Recently, a man was arrested by deputies working out of the Santa Clarita Sheriff Station on multiple charges, including identity theft with a prior, forgery, fraud, and others. The arrest came after a lengthy investigation into who the suspect was and where they were located.
According to reports, deputies had been looking for the suspect for some time because he’d had multiple active warrants for his arrest. Eventually, the investigation led the deputies to Woodland Hills where they found and arrested the suspect. After a search was conducted of his home, deputies found altered mailbox keys and numerous (stolen) checks not addressed to the suspect.
The suspect has numerous priors and is currently being held at the Santa Clarita Sheriff’s Station.
Forgery is covered under California Penal Code 470 PC and is described as falsifying a signature or altering certain types of documents with fraudulent intent. A few examples of forgery include:
- Signing another person’s name (whether they exist or not)
- Counterfeiting the seal or handwriting of someone else
- Altering, corrupting, or falsifying any legal will, document, or codicil
- Falsely make, alter, or forge checks, bonds, or money orders
Forgery is usually a “wobbler” which can be charged as either a misdemeanor or a felony depending on the circumstances of the case and the defendant’s prior criminal history. When charged as a misdemeanor, the potential penalties include up to one year in county jail and/or summary probation. Felony penalties include up to three years in jail. In both cases, a judge can impose probation (summary or felony) instead of jail time.

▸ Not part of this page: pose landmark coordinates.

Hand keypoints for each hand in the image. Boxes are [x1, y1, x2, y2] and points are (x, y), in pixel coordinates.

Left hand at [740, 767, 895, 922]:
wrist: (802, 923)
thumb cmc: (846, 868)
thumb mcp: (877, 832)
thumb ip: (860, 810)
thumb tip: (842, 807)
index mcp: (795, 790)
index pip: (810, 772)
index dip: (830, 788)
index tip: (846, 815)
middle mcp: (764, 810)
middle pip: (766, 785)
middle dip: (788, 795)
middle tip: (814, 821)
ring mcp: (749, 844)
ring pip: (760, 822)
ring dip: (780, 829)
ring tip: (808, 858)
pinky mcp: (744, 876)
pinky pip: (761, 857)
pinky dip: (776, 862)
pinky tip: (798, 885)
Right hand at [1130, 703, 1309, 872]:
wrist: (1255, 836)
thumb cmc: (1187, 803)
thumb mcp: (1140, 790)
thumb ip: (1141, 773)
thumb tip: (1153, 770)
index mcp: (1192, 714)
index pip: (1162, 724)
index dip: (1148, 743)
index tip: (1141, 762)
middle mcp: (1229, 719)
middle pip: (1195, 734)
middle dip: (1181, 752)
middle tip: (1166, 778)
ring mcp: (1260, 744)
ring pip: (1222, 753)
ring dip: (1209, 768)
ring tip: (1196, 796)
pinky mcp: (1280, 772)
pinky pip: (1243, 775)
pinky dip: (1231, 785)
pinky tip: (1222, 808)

Identity theft is covered under California Penal Code 530.5 PC and is described as using someone else’s personal identifying information for fraudulent or another criminal purpose. Identity theft is also a “wobbler” that can be charged as either a misdemeanor or a felony. Misdemeanor penalties include up to one year in county jail, while felony penalties include up to three years in county jail. Like fraud, a judge can choose to sentence a defendant to probation instead of jail time.